-------- Records to use --------
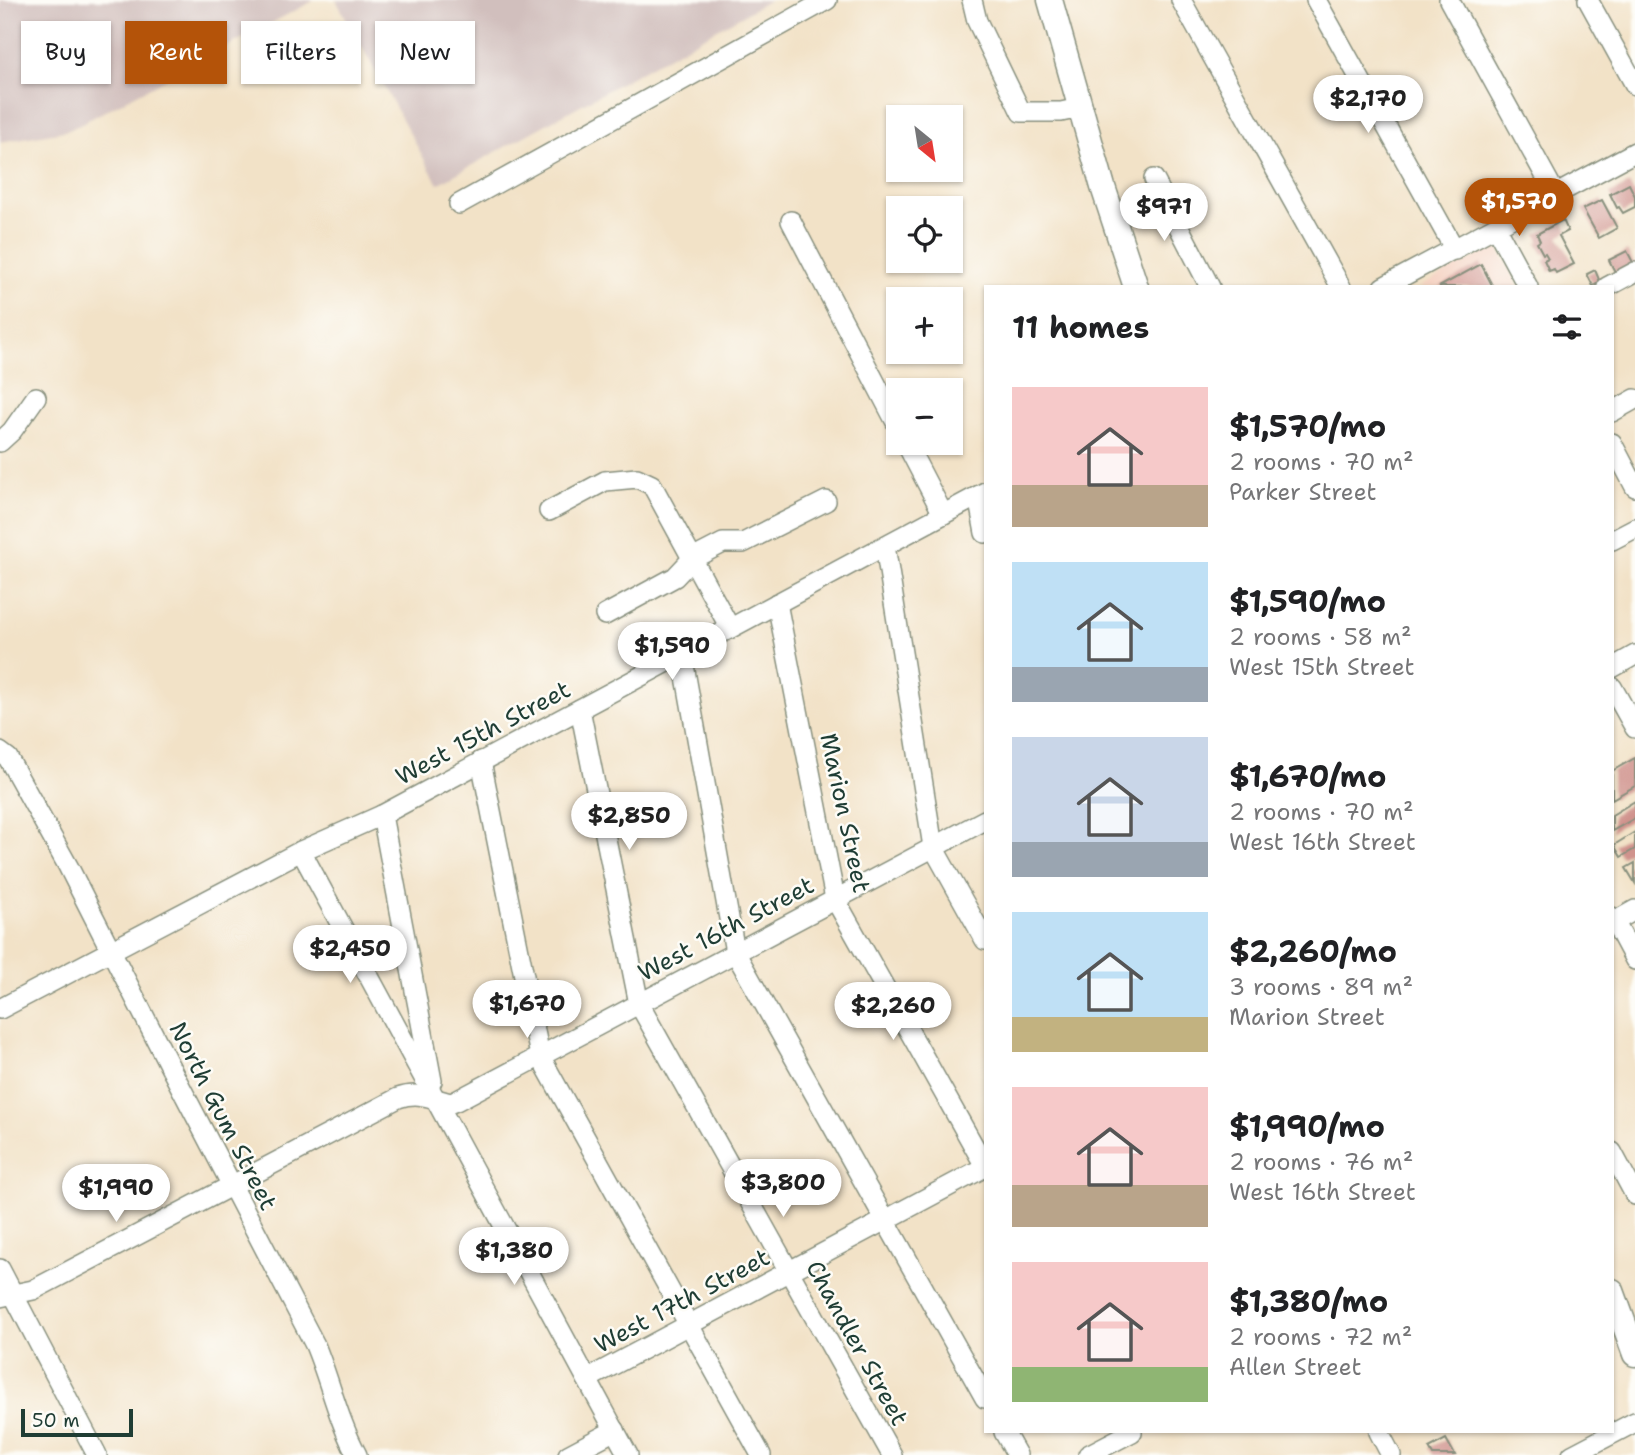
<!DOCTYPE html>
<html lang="en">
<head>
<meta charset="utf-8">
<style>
  :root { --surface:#fff; --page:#f6f6f6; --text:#202124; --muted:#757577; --accent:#b45309 }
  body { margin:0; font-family:"Shantell Sans",sans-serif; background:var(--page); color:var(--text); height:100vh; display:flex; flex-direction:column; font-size:26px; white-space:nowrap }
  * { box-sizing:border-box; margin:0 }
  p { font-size:23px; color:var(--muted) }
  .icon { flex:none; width:38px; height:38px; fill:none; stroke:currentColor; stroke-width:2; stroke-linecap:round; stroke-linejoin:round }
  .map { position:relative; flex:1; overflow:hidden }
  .panel { position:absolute; left:984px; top:285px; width:630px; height:1148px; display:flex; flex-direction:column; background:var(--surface); border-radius:0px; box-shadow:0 2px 5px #0004 }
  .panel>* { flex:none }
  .hud { position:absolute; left:21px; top:21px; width:665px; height:63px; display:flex; gap:14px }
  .needle { width:46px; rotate:150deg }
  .tools { position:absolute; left:886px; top:105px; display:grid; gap:14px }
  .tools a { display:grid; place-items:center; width:77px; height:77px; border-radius:0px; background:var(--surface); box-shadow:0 2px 5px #0004; font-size:35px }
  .scale { position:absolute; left:21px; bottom:18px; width:112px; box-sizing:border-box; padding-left:7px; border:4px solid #1f3d34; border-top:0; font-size:19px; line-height:24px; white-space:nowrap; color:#1f3d34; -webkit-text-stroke:5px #fdfcf7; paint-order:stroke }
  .price { position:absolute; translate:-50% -60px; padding:0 16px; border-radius:24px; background:#fff; color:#222; font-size:23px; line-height:46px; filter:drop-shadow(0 2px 4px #0008) }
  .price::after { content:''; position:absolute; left:50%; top:42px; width:21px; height:16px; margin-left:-10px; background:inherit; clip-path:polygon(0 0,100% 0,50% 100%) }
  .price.active { background:var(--accent); color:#fff }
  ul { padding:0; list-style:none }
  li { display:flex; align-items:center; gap:21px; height:175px; padding:0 28px }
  li span { display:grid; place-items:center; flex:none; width:196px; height:140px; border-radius:0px; color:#555 }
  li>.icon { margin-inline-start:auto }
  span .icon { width:84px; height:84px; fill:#fffc; stroke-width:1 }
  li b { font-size:30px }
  h2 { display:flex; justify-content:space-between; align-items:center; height:84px; padding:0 28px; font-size:30px }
  .pill { padding:0 24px; border-radius:0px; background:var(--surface); box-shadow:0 2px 5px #0004; font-size:24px; line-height:63px }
  .pill.active { background:var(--accent); color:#fff }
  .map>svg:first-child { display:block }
  .built { fill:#f5d2c2 }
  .industrial { fill:#d1bfbd }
  .building { fill:#d0938d }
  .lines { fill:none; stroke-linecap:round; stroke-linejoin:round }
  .minor-casing { stroke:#88907e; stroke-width:22 }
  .major-casing { stroke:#88907e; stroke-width:27 }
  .minor { stroke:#fff; stroke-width:19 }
  .major { stroke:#fff; stroke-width:24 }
  .labels { text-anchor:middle; stroke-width:5; stroke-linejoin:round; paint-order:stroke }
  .street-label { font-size:24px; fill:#1f3d34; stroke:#fdfcf7 }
</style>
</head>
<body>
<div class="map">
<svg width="1635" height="1455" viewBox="0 0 1635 1455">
  <rect width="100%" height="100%" fill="#fdfcf7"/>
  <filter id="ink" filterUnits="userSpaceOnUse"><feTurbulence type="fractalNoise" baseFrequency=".0143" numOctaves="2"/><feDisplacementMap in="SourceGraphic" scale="14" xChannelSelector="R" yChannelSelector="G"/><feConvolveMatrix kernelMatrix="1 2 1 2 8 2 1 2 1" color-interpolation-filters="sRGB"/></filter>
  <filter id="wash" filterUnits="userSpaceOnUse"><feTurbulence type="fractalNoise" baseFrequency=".00686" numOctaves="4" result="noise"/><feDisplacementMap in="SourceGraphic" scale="28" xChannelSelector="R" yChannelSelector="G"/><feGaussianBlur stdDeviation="1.57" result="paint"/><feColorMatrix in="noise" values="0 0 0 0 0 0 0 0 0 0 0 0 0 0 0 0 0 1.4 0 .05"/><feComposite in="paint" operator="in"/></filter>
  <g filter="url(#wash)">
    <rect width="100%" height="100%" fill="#f2e2c7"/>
    <path class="built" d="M1497 246 1518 287H1419Z"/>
    <g class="industrial">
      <path d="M0 0H315L69 130 0 142Z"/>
      <path d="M336 0H770L438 184Z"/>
    </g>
    <g id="blocks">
      <g class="building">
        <path d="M1629 184 1635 196V207L1623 213 1619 207 1617 208 1610 194Z"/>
        <path d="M1602 200 1617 228 1599 238 1583 209Z"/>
        <path d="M1563 220 1568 231 1559 236 1574 264 1556 273 1554 269 1549 271 1544 260 1548 258 1545 253 1543 254 1537 243 1540 241 1537 234Z"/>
        <path d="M1627 251 1635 266 1617 276 1609 260Z"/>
        <path d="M1481 264 1493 287H1439Z"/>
        <path d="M1595 270 1600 282 1593 286 1587 274Z"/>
        <path d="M1635 758V786L1612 799V771Z"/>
        <path d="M1635 801V818L1612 831V815Z"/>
        <path d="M1635 832V849L1621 857 1614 845Z"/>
        <path d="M1635 863V883L1626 868Z"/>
        <path d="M1446 1439 1455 1455H1433L1429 1448Z"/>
      </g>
    </g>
  </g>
  <g filter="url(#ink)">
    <use href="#blocks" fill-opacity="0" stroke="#88907e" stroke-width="2"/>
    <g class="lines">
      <defs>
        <g id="minor">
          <path d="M972 0 977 21 1021 112H1061L1080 108"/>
          <path d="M1181 0 1341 287"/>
          <path d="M1316 0 1455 250"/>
          <path d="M1449 0 1556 195"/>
          <path d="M1588 0 1635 85"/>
          <path d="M1154 179 1210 287"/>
          <path d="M459 204 827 0"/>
          <path d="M791 221 898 426"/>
          <path d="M1496 228 1528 287"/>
          <path d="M1383 287 1635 152"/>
          <path d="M1607 287 1635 272"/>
          <path d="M1612 412 1635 399"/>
          <path d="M0 442 12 431 36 397"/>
          <path d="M906 443 943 514"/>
          <path d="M1612 443 1635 487"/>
          <path d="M978 496 985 533"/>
          <path d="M549 511 605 481 637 478 652 485 730 628"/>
          <path d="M1612 540 1635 528"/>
          <path d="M885 546 933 847 985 940"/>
          <path d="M777 603 835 899 985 1166"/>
          <path d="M605 615 675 577 692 559 723 543H743L826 501"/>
          <path d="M682 654 735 952 985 1398"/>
          <path d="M1612 668 1635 655"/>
          <path d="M1612 687 1635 728"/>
          <path d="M580 709 639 1004 892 1455"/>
          <path d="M0 752 8 758 68 866 168 1063 315 1345C330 1381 338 1420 357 1455"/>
          <path d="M481 761 540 1056 761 1455"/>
          <path d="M382 815 432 1081"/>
          <path d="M301 851 628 1455"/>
          <path d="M1612 917 1635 960"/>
          <path d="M1612 923 1635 910"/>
          <path d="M0 1009 301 851 382 815 985 492"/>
          <path d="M1612 1152 1635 1195"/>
          <path d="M0 1269 97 1455"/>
          <path d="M0 1297 33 1290 398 1098C419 1091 430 1098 451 1103L456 1101 985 820"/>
          <path d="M587 1379 985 1167"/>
          <path d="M1004 1432 1017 1455"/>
          <path d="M1379 1432 1391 1455"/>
          <path d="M568 1455 615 1430"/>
          <path d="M1088 1455 1132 1432"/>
          <path d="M1572 1455 1635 1422"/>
        </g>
        <g id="major">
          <path d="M1050 0 1103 187 1136 287"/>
          <path d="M1612 1291 1635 1354"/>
        </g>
      </defs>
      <use href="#minor" class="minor-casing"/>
      <use href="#major" class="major-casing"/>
      <use href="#minor" class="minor"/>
      <use href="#major" class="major"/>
    </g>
  </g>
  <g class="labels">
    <g class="street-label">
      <text transform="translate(483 733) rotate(-28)" y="8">West 15th Street</text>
      <text transform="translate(845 813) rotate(78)" y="8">Marion Street</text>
      <text transform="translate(726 929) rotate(-28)" y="8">West 16th Street</text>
      <text transform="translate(223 1116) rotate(63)" y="8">North Gum Street</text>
      <text transform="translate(682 1301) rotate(-28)" y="8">West 17th Street</text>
      <text transform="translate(857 1343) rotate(61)" y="8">Chandler Street</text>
    </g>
  </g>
</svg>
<div class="tools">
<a><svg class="needle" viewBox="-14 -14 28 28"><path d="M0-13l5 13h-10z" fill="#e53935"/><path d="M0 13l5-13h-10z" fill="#757577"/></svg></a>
<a><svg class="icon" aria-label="locate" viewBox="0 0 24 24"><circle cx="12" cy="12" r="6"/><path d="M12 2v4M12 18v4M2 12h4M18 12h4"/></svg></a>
<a>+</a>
<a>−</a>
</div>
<div class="scale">50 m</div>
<b class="price" style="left:1368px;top:135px">$2,170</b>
<b class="price active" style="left:1519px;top:238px">$1,570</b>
<b class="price" style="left:1164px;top:243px">$971</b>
<b class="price" style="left:672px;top:682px">$1,590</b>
<b class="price" style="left:629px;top:852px">$2,850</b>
<b class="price" style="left:350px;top:985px">$2,450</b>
<b class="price" style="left:527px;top:1040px">$1,670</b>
<b class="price" style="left:893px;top:1042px">$2,260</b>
<b class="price" style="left:783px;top:1219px">$3,800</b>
<b class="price" style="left:116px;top:1224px">$1,990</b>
<b class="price" style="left:514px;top:1287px">$1,380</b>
<div class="hud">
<a class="pill">Buy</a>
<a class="pill active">Rent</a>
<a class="pill">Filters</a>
<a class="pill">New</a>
</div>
<section class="panel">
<h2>11 homes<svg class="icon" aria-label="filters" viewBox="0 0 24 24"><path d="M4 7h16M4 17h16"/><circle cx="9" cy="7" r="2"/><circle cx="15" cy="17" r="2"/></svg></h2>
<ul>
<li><span style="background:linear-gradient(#f6c9c9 70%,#b9a48a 0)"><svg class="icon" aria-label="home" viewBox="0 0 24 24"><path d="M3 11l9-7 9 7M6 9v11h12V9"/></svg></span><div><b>$1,570/mo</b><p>2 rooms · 70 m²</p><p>Parker Street</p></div></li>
<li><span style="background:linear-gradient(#bfe0f5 75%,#9aa5b1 0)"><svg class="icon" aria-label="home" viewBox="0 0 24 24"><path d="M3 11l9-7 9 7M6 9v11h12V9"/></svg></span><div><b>$1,590/mo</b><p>2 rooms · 58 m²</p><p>West 15th Street</p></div></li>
<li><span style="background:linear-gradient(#c9d6e8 75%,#9aa5b1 0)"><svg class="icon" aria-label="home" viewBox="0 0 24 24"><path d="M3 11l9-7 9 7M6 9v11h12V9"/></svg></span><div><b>$1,670/mo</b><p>2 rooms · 70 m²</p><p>West 16th Street</p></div></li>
<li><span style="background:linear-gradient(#bfe0f5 75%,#c2b280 0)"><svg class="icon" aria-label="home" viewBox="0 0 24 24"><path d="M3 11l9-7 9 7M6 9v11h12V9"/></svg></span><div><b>$2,260/mo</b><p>3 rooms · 89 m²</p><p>Marion Street</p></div></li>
<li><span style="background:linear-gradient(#f6c9c9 70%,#b9a48a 0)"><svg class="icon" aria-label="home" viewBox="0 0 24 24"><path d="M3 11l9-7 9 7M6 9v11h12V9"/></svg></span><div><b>$1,990/mo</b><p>2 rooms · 76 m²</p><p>West 16th Street</p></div></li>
<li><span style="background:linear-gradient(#f6c9c9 75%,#8fb573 0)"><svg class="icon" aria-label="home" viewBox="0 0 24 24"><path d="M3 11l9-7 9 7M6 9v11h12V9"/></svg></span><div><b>$1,380/mo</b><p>2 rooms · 72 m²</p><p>Allen Street</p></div></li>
</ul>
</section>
</div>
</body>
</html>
--------
▸ How to complete this task: Figure out how many lines of the material above hold the word "column", and answer with that number only.

▸ Response below: 2